[Opening GIVEN ENTRIES section]

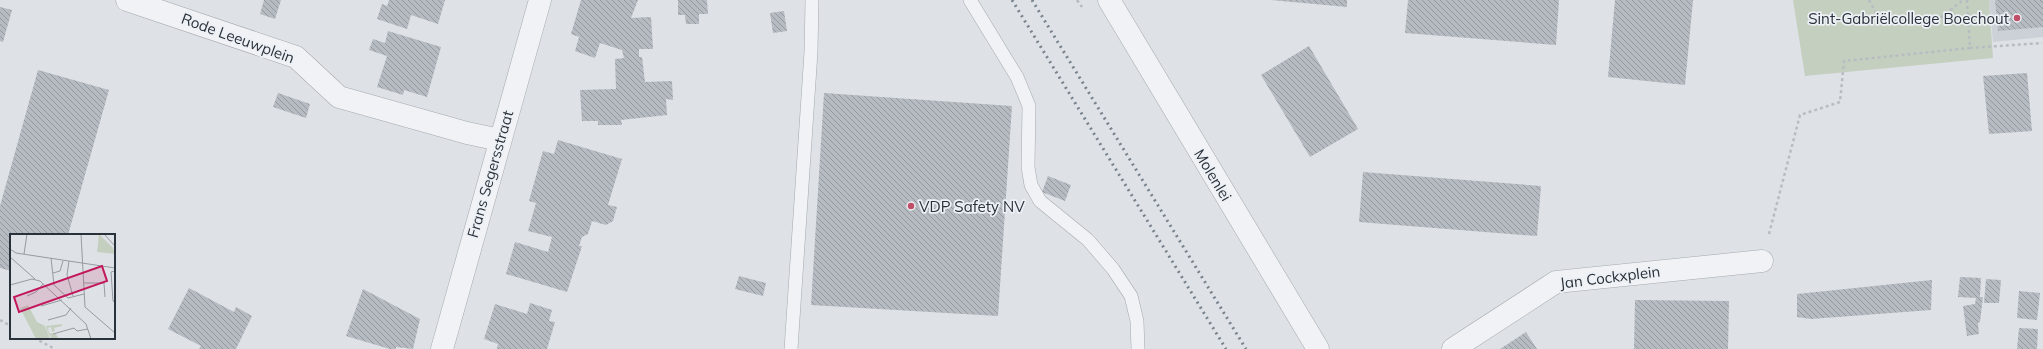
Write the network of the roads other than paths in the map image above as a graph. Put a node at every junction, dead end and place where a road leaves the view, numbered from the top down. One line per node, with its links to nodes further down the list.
1 (127, 0): 6 (street, Rode Leeuwplein)
2 (540, 0): 6 (street, Frans Segersstraat)
3 (812, 0): 9 (lane)
4 (970, 0): 10 (lane)
5 (1109, 0): 11 (street, Molenlei)
6 (500, 140): 8 (street, Frans Segersstraat)
7 (1762, 261): 12 (street, Jan Cockxplein)
8 (442, 349)
9 (791, 349)
10 (1138, 349)
11 (1318, 349)
12 (1453, 349)

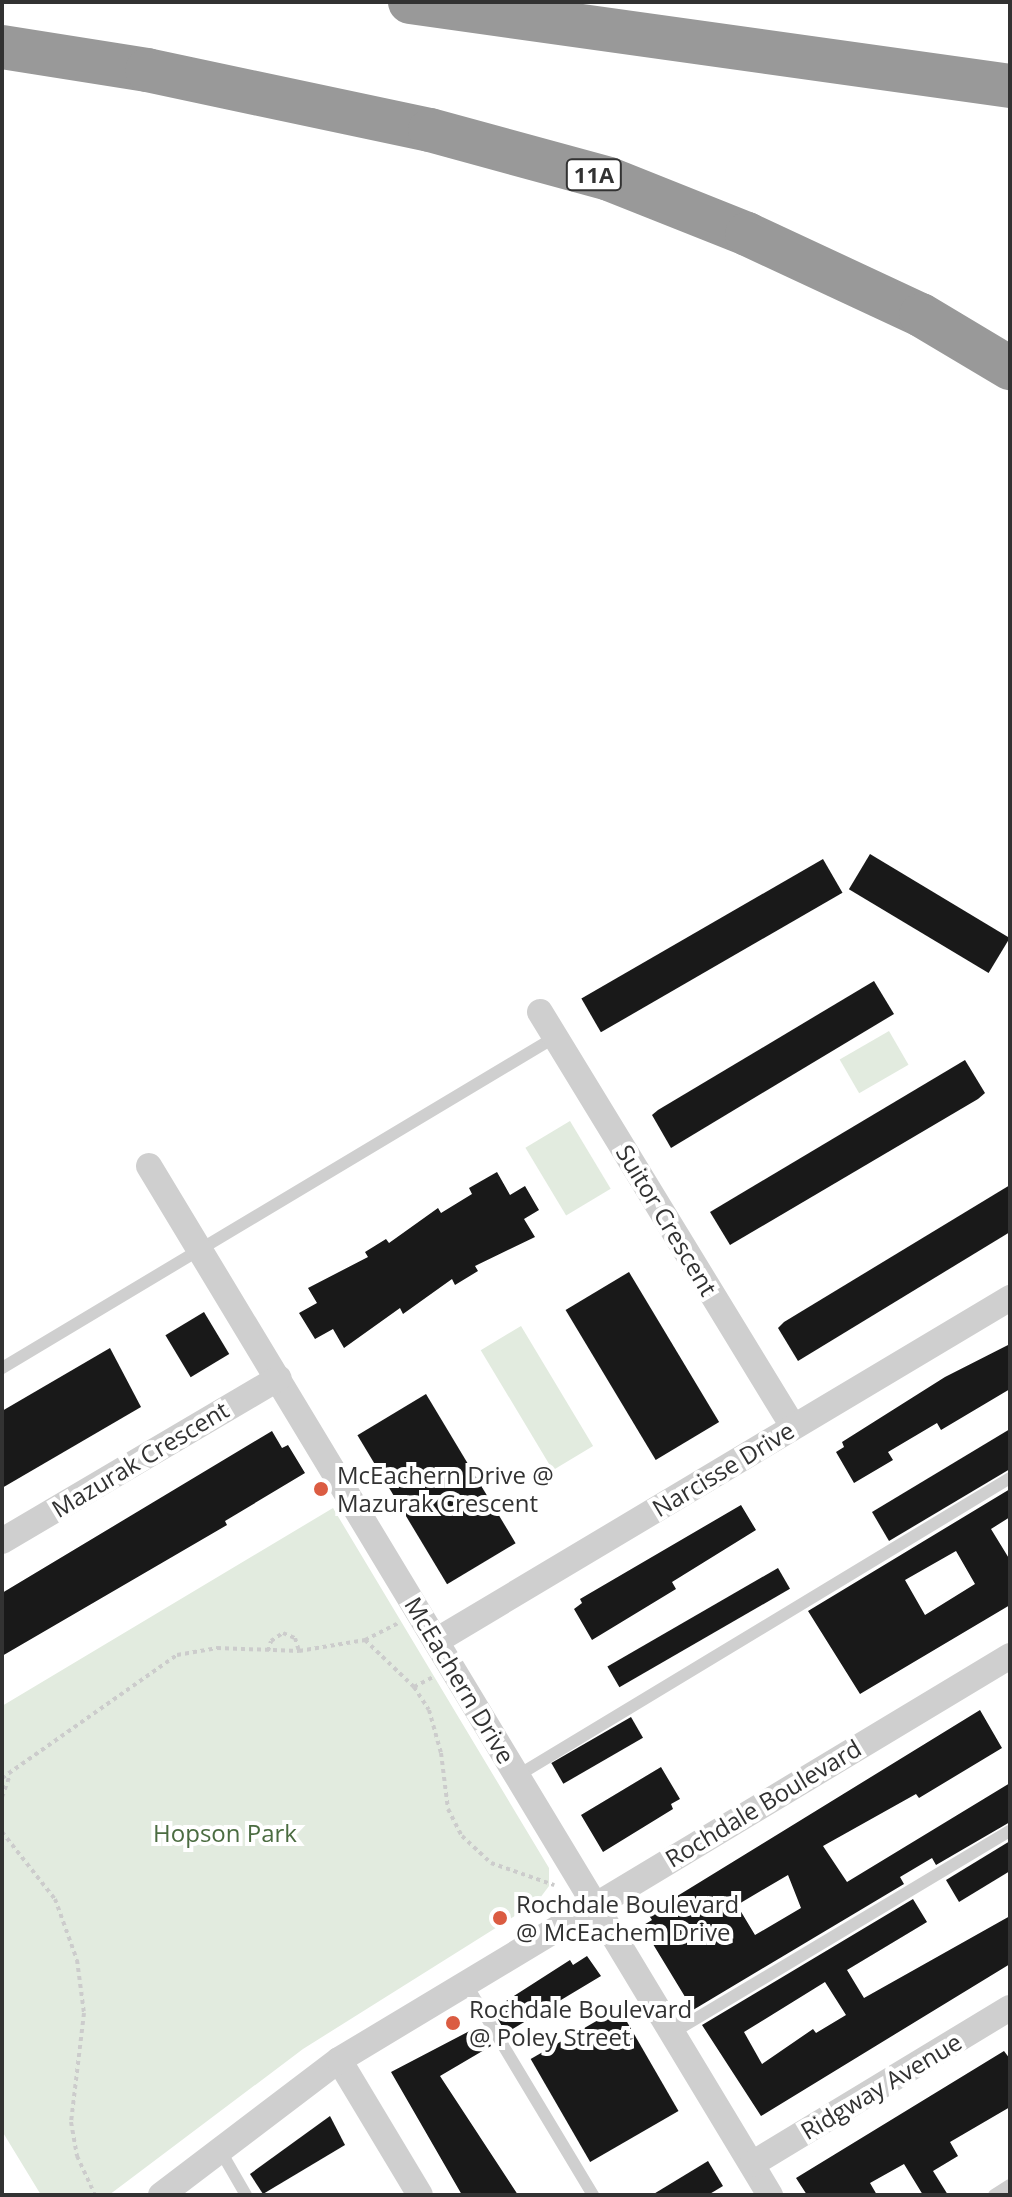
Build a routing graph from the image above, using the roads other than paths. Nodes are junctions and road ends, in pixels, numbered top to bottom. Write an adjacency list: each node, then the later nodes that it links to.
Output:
1 (410, 2): 3 (highway)
2 (2, 47): 4 (highway, 11A)
3 (1010, 86)
4 (1010, 368)
5 (540, 1012): 6 (street, Suitor Crescent)
6 (556, 1037): 8 (lane); 12 (street, Suitor Crescent)
7 (149, 1166): 8 (street, McEachern Drive)
8 (200, 1249): 10 (lane); 11 (street, McEachern Drive)
9 (1010, 1298): 12 (street, Narcisse Drive)
10 (2, 1368)
11 (279, 1378): 14 (street, Mazurak Crescent); 15 (street, McEachern Drive)
12 (793, 1427): 15 (street, Narcisse Drive)
13 (1010, 1478): 17 (lane)
14 (2, 1541)
15 (436, 1641): 17 (street, McEachern Drive)
16 (1010, 1656): 19 (street, Rochdale Boulevard)
17 (517, 1776): 19 (street, McEachern Drive)
18 (1010, 1831): 22 (lane)
19 (595, 1903): 20 (street, Rochdale Boulevard); 22 (street, McEachern Drive)
20 (465, 1981): 23 (street, Rochdale Boulevard); 30 (lane)
21 (1010, 2008): 25 (street, Ridgway Avenue)
22 (672, 2033): 25 (street, McEachern Drive)
23 (339, 2060): 24 (street, Rochdale Boulevard); 29 (street)
24 (220, 2150): 27 (street, Rochdale Boulevard); 28 (lane)
25 (752, 2164): 31 (street, McEachern Drive)
26 (1010, 2185): 32 (lane)
27 (161, 2195)
28 (246, 2195)
29 (420, 2195)
30 (593, 2195)
31 (770, 2195)
32 (994, 2195)

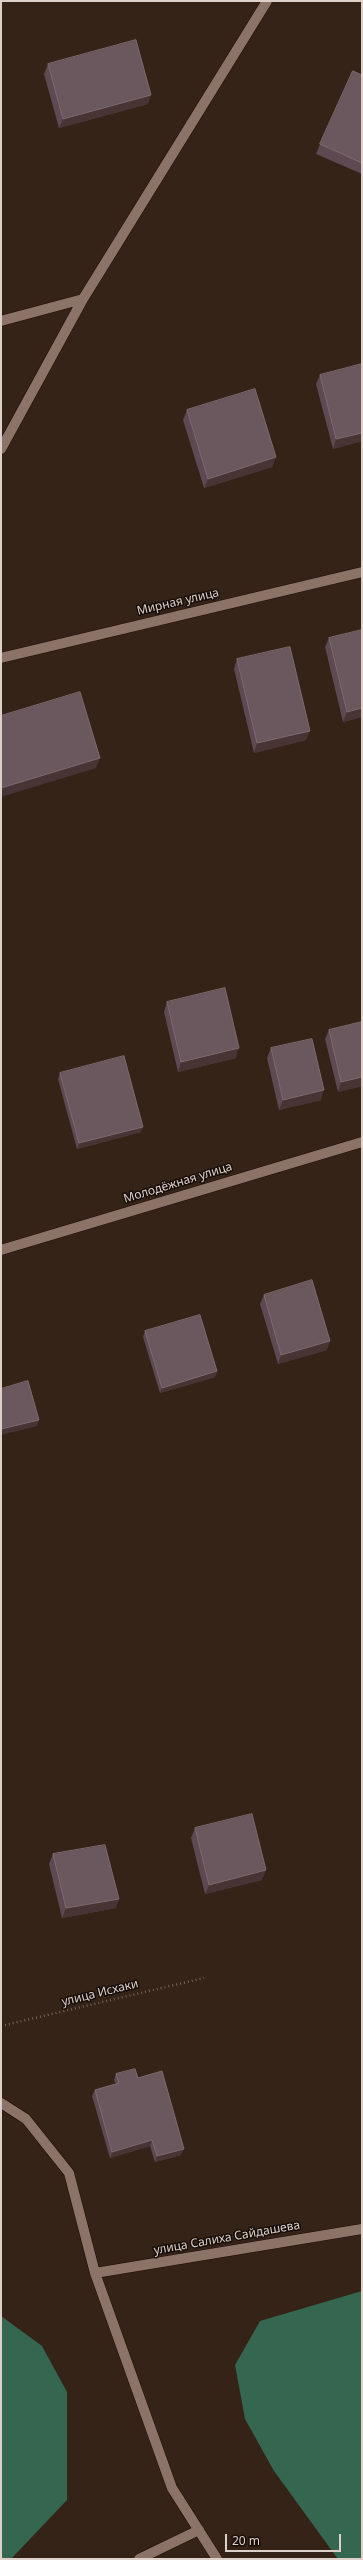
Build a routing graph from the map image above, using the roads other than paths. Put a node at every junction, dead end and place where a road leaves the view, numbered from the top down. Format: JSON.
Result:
{"nodes":[{"id":1,"x":267,"y":1,"type":"edge"},
{"id":2,"x":83,"y":299,"type":"junction"},
{"id":3,"x":1,"y":321,"type":"edge"},
{"id":4,"x":1,"y":449,"type":"edge"},
{"id":5,"x":362,"y":572,"type":"edge"},
{"id":6,"x":1,"y":658,"type":"edge"},
{"id":7,"x":362,"y":1142,"type":"edge"},
{"id":8,"x":1,"y":1250,"type":"edge"},
{"id":9,"x":1,"y":2103,"type":"edge"},
{"id":10,"x":362,"y":2229,"type":"edge"},
{"id":11,"x":95,"y":2274,"type":"junction"},
{"id":12,"x":199,"y":2530,"type":"junction"},
{"id":13,"x":139,"y":2559,"type":"edge"},
{"id":14,"x":217,"y":2559,"type":"edge"}],
"edges":[{"from":1,"to":2,"type":"street"},
{"from":2,"to":3,"type":"street"},
{"from":2,"to":4,"type":"street"},
{"from":5,"to":6,"type":"street","name":"Мирная улица"},
{"from":7,"to":8,"type":"street","name":"Молодёжная улица"},
{"from":9,"to":11,"type":"street"},
{"from":10,"to":11,"type":"street","name":"улица Салиха Сайдашева"},
{"from":11,"to":12,"type":"street"},
{"from":12,"to":13,"type":"street"},
{"from":12,"to":14,"type":"street"}]}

[Closing GIVEN ENTRIES section]

**INSTRUCTIONS FOR THE TASK:**
For this listing, copy out every line that includes the word "routing".

**ANSWER SPACE:**
Build a routing graph from the image above, using the roads other than paths. Nodes are junctions and road ends, in pixels, numbered top to bottom. Write an adjacency list: each node, then the later nodes that it links to.
Build a routing graph from the map image above, using the roads other than paths. Put a node at every junction, dead end and place where a road leaves the view, numbered from the top down. Format: JSON.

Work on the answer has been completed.